• **WORK REQUEST**:
Below are the records; copy each line in which "give" can be found.

• **Saved data entries**:
------------------------------------------------------------

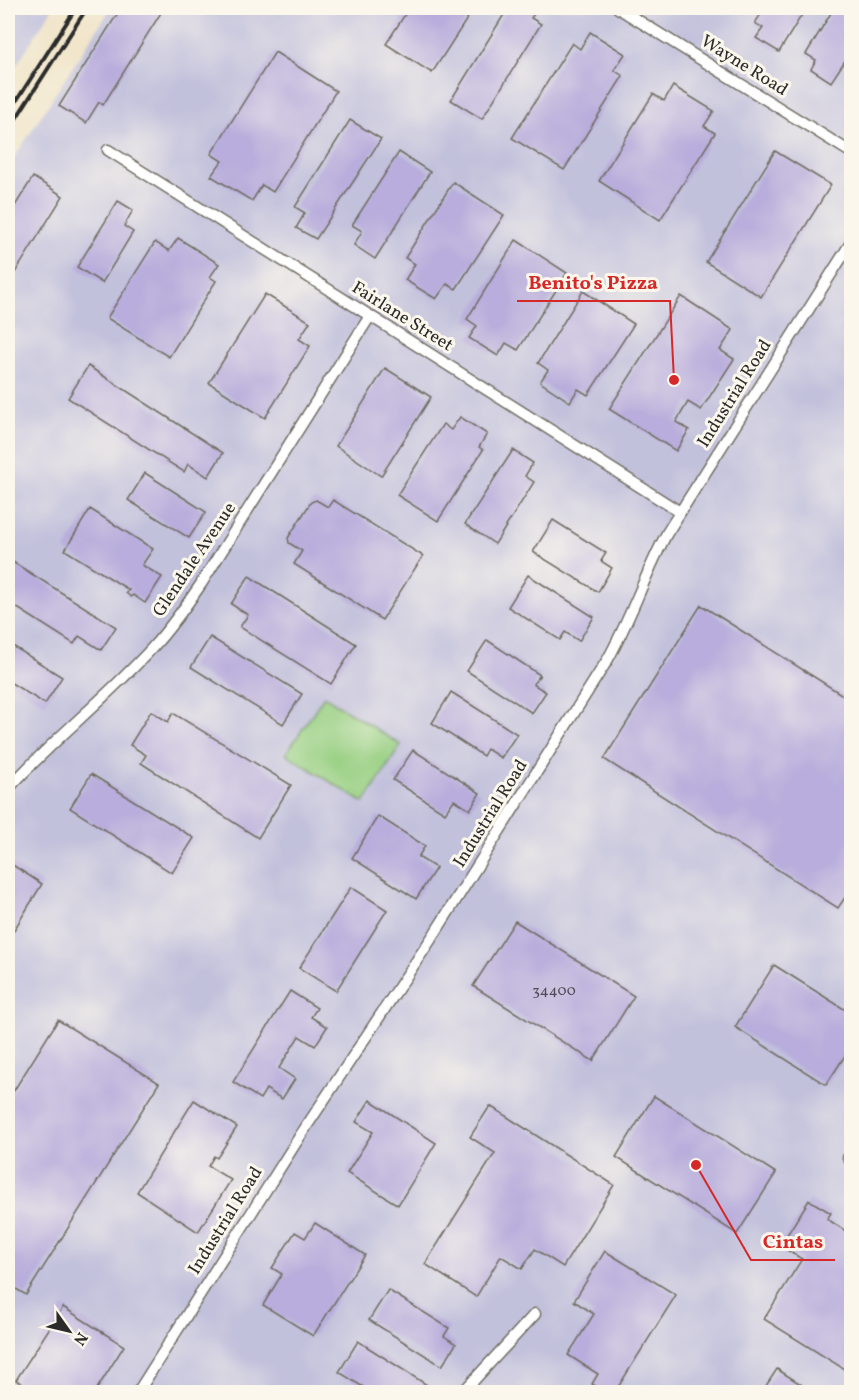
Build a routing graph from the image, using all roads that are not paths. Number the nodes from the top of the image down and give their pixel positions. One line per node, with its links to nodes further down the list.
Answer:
1 (618, 8): 3 (street, Wayne Road)
2 (108, 150): 5 (street, Fairlane Street)
3 (852, 153)
4 (852, 241): 6 (street, Industrial Road)
5 (370, 316): 6 (street, Fairlane Street); 7 (street, Glendale Avenue)
6 (680, 512): 9 (street, Industrial Road)
7 (8, 789)
8 (536, 1314): 10 (street)
9 (138, 1392)
10 (463, 1392)

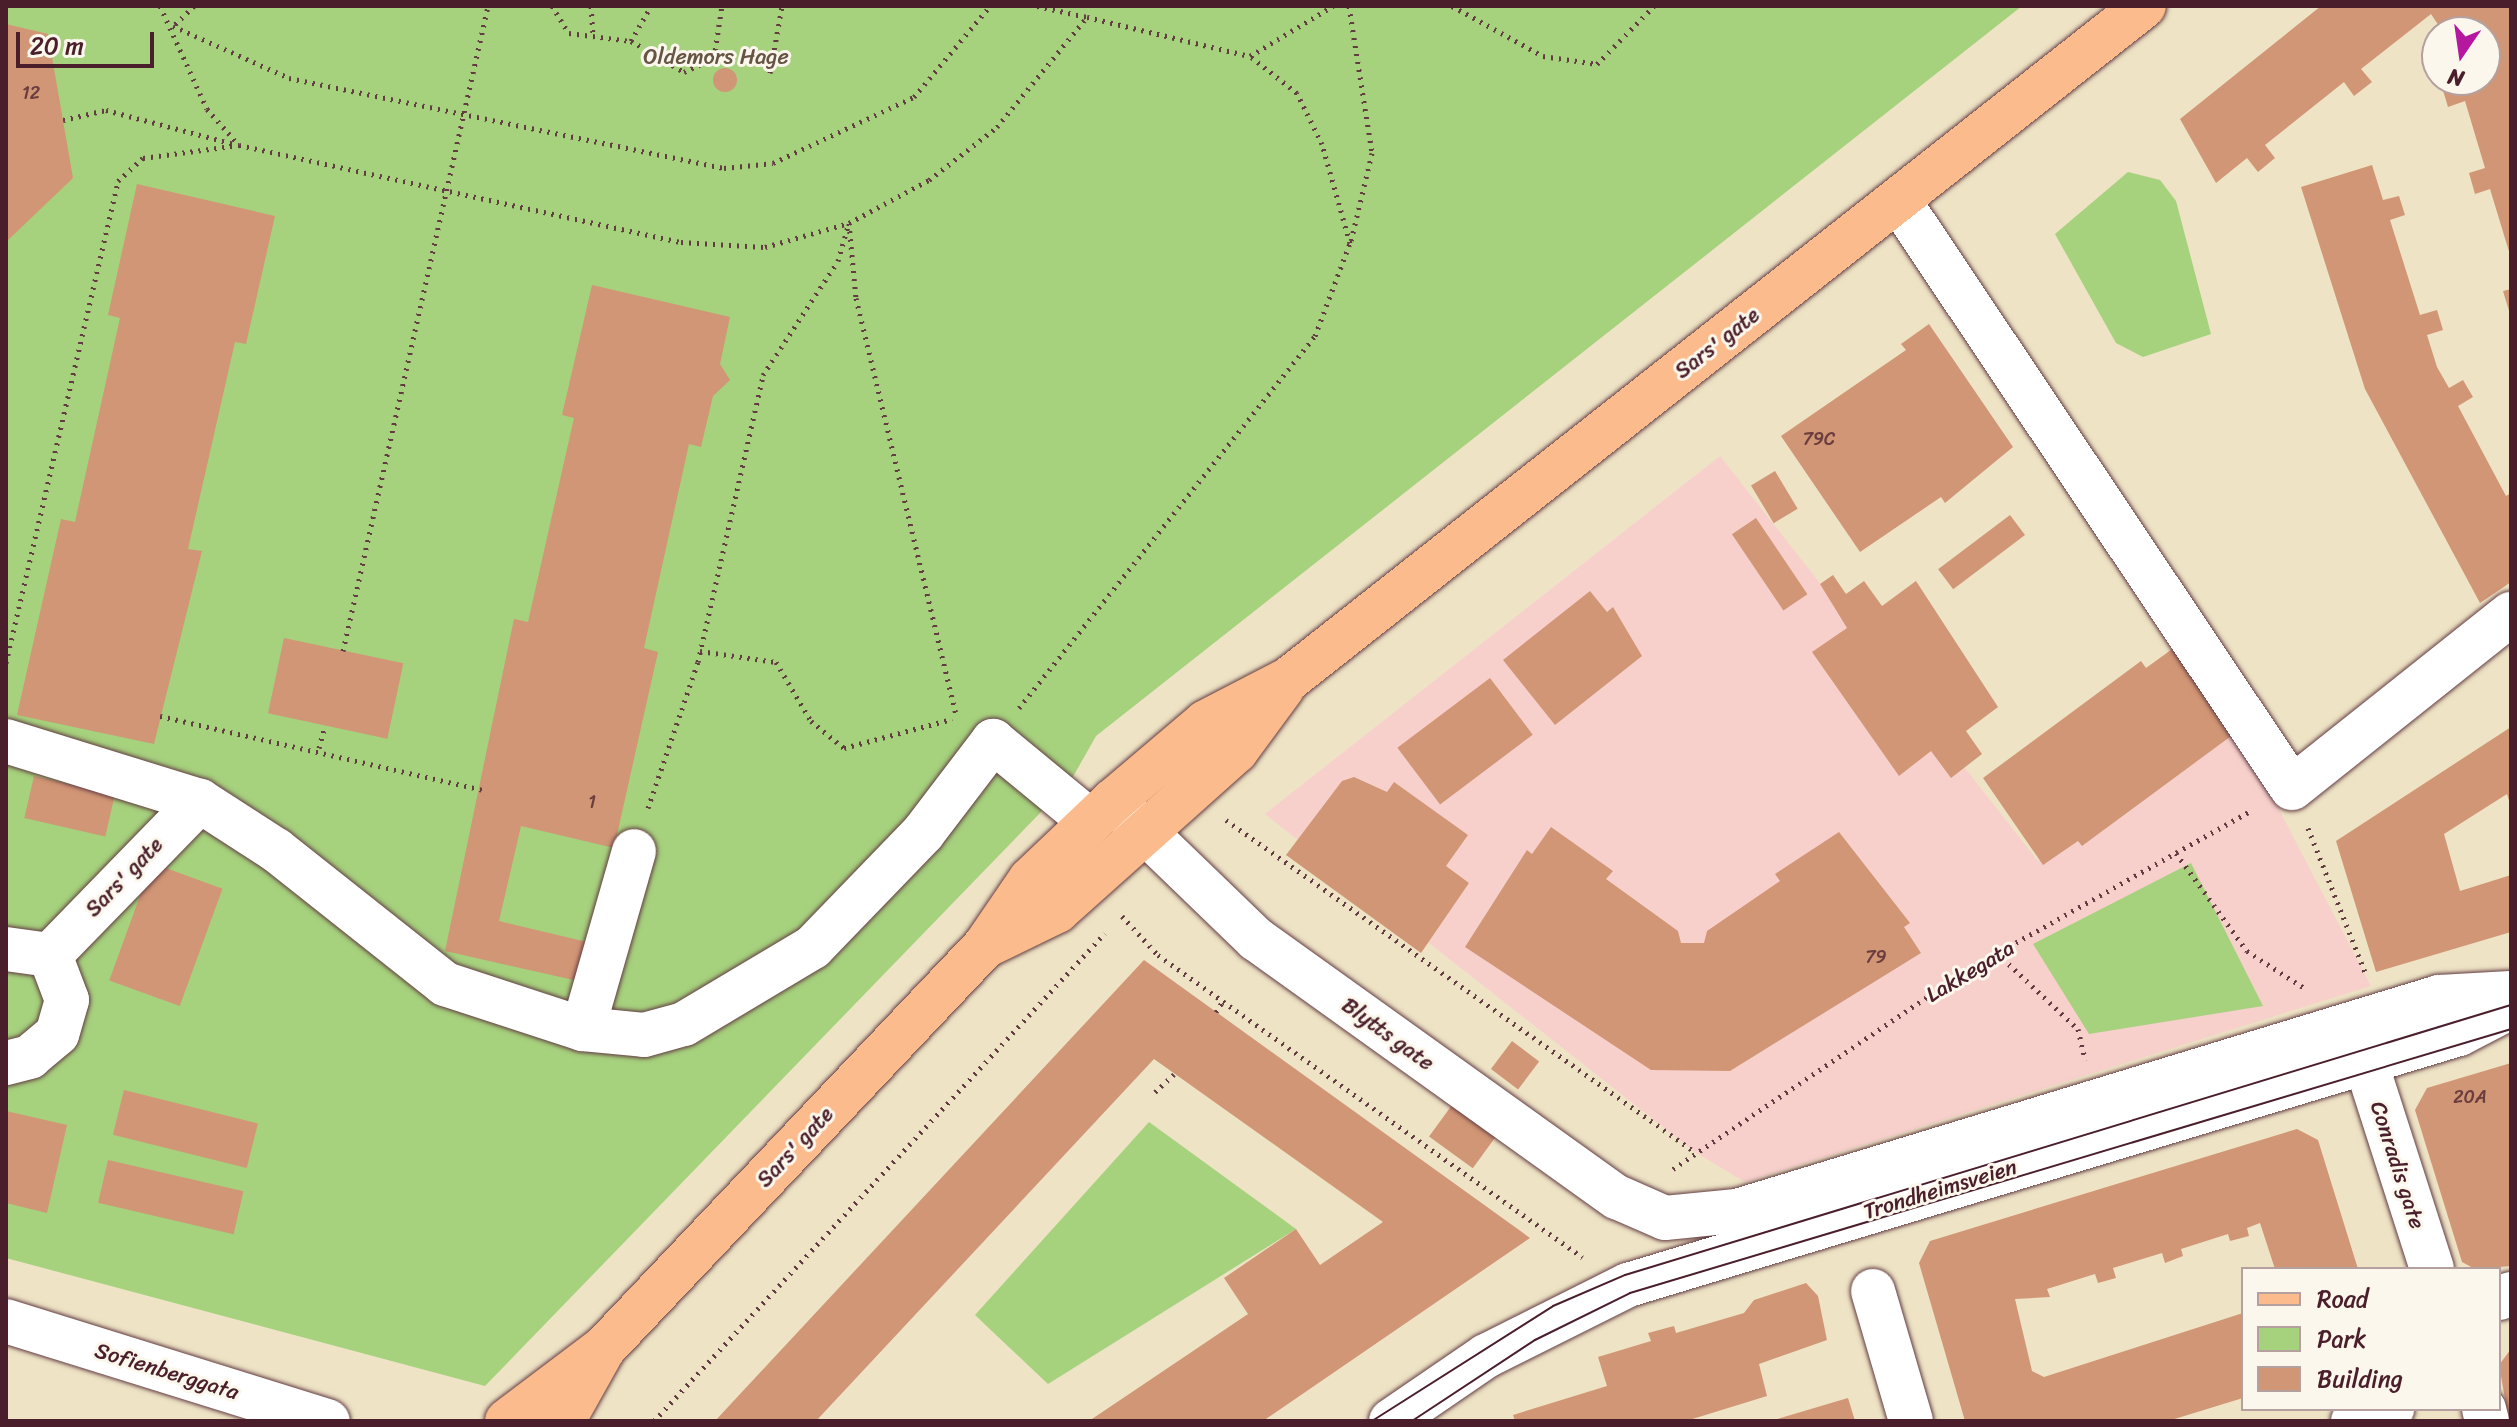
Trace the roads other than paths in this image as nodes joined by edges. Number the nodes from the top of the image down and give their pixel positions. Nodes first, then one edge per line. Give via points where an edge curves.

------------------------------------------------------------

• **WRITTEN RESPONSE**:
Build a routing graph from the image, using all roads that are not paths. Number the nodes from the top of the image down and give their pixel positions. One line per node, with its links to nodes further down the list.
Trace the roads other than paths in this image as nodes joined by edges. Number the nodes from the top of the image down and give their pixel positions. Nodes first, then one edge per line. Give via points where an edge curves.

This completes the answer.